8

Sequential Endmember Extraction Algorithms (SQ-EEAs)

One major disadvantage of implementing a simultaneous endmember extraction algorithm (SM-EEA), as discussed in Chapter 7, is its high computational complexity and exceedingly high computing cost. This is because of the fact that an SM-EEA does not use the results produced by previous searches and a new full search must be resumed as long as previously found endmembers are not desired ones. In addition, its searching process must be conducted in an exhaustive manner for which the computation will become formidable once the number of endmembers to generate grows large. The sequential EEAs (SQ-EEAs), presented in this chapter, are the result of a need for addressing these two issues. An SQ-EEA is developed to sequentially find one endmember after another to address the first issue, where previously generated endmembers can be retained and included as part of a subsequent search for a new endmember. Because an SQ-EEA can only find one endmember at a time, its computational complexity is tremendously reduced which also resolves the second issue.

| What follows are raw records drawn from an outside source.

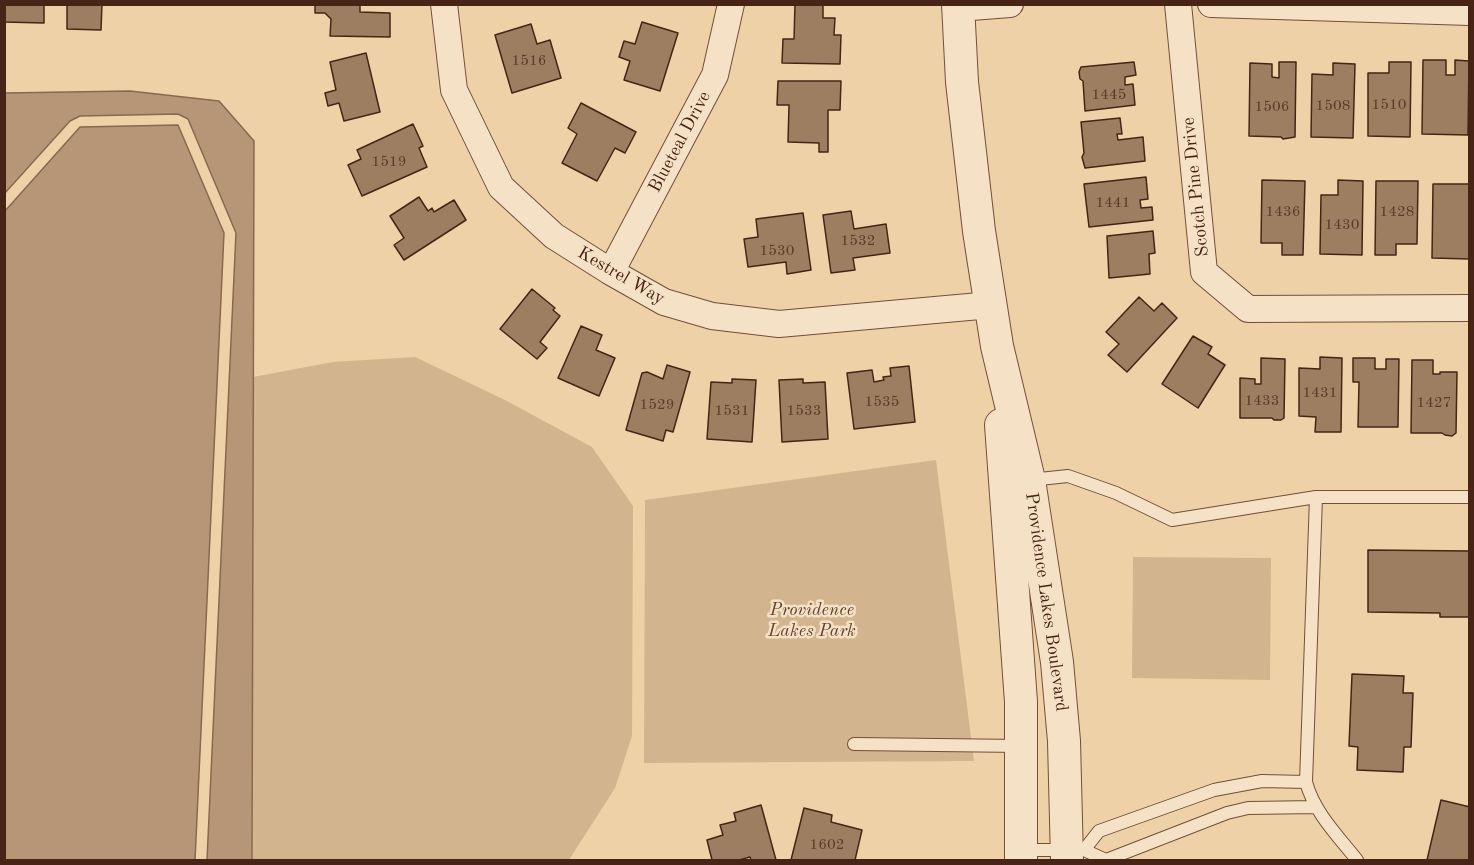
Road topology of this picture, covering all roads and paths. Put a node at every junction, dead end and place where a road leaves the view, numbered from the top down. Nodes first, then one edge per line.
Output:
1 (444, 4) edge
2 (731, 4) edge
3 (1010, 4) edge
4 (1178, 4) edge
5 (1211, 4) edge
6 (958, 6) edge
7 (1470, 12) edge
8 (611, 272) junction
9 (991, 305) junction
10 (1470, 308) edge
11 (997, 346) junction
12 (1029, 480) junction
13 (1316, 497) junction
14 (1470, 497) edge
15 (854, 744) dead end
16 (1022, 746) junction
17 (1306, 782) junction
18 (1316, 807) junction
19 (1073, 854) edge
20 (1021, 855) edge
21 (1357, 861) edge

1 - 8 street, Kestrel Way
2 - 8 street, Blueteal Drive
3 - 6 street
4 - 10 street, Scotch Pine Drive
5 - 7 street
6 - 9 street, Providence Lakes Boulevard
8 - 9 street, Kestrel Way
9 - 11 street, Providence Lakes Boulevard
11 - 12 street, Providence Lakes Boulevard
11 - 16 street, Providence Lakes Boulevard
12 - 13 lane
12 - 19 street, Providence Lakes Boulevard
13 - 14 lane
13 - 17 lane
15 - 16 lane
16 - 20 street, Providence Lakes Boulevard
17 - 18 lane
17 - 19 lane
18 - 19 lane
18 - 21 lane
19 - 20 lane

The outcome of these two advantages is that an SQ-EAA may not necessarily produce an optimal solution as does an SM-EEA. Nevertheless, experiments demonstrate that the trade off is small and an SQ-EEA can perform almost equally like an SM-EEA provided that an SQ-EEA is appropriately designed to match its SM-EEA version. Interestingly, many SQ-EEAs have actually been derived from their SM-EEA counterparts in Chapter 7. Examples include vertex component analysis (Nascimento and Dias, 2005) from PPI, SQ N-FINDR (Wu et al., 2008), and simplex growing algorithm (Chang et al., 2006) from N-FINDR and unsupervised fully constrained least-squares (Heinz and Chang, 2002) from FCLS-EEA.